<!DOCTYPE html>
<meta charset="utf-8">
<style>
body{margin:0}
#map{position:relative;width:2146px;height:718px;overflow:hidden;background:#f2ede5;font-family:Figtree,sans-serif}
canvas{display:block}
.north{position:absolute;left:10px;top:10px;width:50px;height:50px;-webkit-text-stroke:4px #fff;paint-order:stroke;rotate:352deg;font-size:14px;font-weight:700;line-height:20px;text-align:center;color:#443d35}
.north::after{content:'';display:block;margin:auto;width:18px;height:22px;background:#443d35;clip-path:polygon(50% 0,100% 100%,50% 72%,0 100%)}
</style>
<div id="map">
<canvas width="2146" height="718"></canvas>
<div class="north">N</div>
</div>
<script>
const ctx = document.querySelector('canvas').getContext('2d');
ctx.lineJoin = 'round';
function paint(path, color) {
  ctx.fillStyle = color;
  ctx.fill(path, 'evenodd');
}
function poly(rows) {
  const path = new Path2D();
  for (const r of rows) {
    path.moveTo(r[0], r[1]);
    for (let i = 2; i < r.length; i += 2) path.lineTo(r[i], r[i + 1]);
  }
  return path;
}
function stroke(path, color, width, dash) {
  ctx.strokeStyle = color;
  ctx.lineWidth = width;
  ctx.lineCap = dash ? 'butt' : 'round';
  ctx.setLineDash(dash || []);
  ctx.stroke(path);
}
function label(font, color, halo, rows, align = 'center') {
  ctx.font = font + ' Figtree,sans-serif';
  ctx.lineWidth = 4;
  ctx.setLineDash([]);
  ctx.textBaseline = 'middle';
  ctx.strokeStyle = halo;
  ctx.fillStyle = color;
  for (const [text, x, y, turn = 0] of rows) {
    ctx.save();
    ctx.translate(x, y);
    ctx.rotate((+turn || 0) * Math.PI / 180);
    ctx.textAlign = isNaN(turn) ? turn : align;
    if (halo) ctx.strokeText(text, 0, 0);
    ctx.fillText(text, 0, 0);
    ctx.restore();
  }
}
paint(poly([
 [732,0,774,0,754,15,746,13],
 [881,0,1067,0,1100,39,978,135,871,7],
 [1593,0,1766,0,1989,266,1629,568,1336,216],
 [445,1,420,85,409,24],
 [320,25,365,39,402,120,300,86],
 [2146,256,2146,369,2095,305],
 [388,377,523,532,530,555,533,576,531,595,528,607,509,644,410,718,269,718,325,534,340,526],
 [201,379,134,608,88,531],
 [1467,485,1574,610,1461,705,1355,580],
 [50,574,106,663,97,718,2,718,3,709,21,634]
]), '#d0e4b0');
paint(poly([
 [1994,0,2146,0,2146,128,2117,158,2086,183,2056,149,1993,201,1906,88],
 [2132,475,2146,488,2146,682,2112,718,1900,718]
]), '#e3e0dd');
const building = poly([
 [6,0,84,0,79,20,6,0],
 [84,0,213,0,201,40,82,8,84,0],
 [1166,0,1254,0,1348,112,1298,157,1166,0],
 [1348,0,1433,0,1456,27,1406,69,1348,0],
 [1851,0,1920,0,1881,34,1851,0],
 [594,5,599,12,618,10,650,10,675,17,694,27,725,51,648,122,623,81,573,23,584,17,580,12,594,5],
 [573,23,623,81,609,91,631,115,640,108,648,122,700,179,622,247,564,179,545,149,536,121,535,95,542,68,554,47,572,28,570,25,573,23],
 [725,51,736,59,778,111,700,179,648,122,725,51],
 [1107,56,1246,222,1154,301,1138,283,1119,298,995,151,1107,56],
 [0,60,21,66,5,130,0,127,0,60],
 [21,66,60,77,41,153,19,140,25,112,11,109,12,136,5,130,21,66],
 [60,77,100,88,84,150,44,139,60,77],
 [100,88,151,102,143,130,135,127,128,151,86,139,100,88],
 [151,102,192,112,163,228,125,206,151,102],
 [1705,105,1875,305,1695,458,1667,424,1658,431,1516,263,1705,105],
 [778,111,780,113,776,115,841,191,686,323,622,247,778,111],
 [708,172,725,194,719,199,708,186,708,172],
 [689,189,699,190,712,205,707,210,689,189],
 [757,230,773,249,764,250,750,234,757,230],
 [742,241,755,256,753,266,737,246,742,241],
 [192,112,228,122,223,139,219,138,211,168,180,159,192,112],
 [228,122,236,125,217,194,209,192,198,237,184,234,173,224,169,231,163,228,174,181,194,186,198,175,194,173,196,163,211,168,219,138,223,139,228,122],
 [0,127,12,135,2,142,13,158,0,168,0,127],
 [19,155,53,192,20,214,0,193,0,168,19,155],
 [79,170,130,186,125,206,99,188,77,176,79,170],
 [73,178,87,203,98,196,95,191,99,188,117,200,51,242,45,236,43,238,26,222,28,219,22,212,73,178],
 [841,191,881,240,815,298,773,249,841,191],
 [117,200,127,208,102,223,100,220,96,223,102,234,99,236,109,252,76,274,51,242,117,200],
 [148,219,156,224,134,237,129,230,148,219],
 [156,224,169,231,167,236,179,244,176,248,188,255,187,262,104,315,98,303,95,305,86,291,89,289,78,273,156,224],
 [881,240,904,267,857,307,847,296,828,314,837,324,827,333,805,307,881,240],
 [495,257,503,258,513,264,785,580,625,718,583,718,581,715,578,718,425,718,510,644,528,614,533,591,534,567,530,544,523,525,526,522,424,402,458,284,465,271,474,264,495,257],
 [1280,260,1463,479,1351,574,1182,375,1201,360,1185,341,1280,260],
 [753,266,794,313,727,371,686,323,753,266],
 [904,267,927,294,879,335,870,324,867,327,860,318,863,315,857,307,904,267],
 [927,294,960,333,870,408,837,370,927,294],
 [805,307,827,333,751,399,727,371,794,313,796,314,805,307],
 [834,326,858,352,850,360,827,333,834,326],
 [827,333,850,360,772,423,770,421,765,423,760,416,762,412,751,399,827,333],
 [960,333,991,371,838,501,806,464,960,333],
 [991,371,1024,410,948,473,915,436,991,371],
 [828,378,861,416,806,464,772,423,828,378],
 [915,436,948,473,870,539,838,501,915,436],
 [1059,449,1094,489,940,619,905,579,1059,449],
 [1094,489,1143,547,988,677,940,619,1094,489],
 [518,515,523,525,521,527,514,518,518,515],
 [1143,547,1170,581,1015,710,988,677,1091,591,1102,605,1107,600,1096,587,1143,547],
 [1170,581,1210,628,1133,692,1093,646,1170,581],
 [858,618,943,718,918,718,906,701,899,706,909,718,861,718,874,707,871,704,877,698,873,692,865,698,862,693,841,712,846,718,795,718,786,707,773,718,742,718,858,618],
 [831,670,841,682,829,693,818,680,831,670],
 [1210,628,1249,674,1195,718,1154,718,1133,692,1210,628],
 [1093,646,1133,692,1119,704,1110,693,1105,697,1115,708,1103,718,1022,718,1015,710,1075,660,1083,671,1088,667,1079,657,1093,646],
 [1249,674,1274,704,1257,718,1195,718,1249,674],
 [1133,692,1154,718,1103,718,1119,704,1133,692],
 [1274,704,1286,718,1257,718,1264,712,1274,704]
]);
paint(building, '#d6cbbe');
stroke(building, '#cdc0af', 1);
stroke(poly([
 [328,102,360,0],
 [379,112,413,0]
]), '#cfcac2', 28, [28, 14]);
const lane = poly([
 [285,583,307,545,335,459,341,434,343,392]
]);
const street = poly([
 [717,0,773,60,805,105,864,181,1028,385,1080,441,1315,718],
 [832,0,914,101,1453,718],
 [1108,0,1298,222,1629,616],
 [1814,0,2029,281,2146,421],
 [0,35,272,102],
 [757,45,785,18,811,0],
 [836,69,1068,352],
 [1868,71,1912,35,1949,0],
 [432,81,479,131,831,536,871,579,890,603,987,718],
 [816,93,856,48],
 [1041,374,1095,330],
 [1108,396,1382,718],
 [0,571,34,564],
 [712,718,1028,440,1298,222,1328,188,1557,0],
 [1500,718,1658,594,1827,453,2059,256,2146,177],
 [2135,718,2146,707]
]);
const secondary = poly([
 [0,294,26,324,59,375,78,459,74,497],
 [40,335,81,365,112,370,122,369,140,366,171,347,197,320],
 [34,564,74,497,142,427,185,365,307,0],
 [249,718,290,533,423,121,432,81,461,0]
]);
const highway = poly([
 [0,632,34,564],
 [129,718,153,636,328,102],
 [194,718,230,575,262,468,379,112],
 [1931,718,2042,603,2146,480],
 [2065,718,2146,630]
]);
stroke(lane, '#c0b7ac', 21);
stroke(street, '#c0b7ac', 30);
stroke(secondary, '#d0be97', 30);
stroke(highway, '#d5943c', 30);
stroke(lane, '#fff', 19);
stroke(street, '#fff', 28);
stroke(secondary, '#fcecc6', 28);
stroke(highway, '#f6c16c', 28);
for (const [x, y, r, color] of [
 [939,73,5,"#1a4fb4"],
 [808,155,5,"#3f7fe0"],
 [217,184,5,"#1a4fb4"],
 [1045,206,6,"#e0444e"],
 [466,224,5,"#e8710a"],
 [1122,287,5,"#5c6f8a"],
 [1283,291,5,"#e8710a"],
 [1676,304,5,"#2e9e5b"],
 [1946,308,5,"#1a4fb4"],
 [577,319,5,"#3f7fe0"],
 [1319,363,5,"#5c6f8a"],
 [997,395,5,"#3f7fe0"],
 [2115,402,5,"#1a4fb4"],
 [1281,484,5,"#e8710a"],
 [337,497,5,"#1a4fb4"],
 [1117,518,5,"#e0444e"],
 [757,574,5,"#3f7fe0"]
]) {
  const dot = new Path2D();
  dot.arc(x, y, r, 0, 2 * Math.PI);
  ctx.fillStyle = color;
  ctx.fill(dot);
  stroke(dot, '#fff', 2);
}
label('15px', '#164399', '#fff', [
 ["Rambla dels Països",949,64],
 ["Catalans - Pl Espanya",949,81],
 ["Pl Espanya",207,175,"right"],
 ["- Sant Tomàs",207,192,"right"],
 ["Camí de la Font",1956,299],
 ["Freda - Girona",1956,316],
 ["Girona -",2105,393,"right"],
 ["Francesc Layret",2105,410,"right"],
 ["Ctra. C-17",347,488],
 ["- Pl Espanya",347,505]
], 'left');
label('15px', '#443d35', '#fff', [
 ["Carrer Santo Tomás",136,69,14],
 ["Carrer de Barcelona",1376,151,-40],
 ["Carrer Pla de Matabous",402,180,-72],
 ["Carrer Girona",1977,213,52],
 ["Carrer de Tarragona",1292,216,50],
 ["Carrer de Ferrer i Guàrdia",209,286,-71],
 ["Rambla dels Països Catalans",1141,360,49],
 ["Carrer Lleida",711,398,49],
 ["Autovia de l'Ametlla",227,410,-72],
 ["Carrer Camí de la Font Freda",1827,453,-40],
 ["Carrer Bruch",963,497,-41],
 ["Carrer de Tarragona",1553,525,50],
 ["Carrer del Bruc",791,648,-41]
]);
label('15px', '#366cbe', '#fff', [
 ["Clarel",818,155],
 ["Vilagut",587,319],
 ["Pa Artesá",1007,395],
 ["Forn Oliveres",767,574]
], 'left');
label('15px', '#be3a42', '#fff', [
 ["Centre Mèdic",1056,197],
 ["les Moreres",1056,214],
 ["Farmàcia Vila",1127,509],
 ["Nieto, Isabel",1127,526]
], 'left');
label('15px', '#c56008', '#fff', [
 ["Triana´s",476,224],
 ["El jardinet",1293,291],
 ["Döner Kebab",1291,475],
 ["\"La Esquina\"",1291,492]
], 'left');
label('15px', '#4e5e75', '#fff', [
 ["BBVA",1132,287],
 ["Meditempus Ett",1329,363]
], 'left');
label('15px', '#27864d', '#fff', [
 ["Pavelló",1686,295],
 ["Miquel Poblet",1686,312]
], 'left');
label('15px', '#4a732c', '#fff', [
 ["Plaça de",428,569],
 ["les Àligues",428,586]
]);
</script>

========

§ Exercise goal: Go through the material and copy each line in which the word "lane" occurs.

§ Solution to this exercise:
const lane = poly([
stroke(lane, '#c0b7ac', 21);
stroke(lane, '#fff', 19);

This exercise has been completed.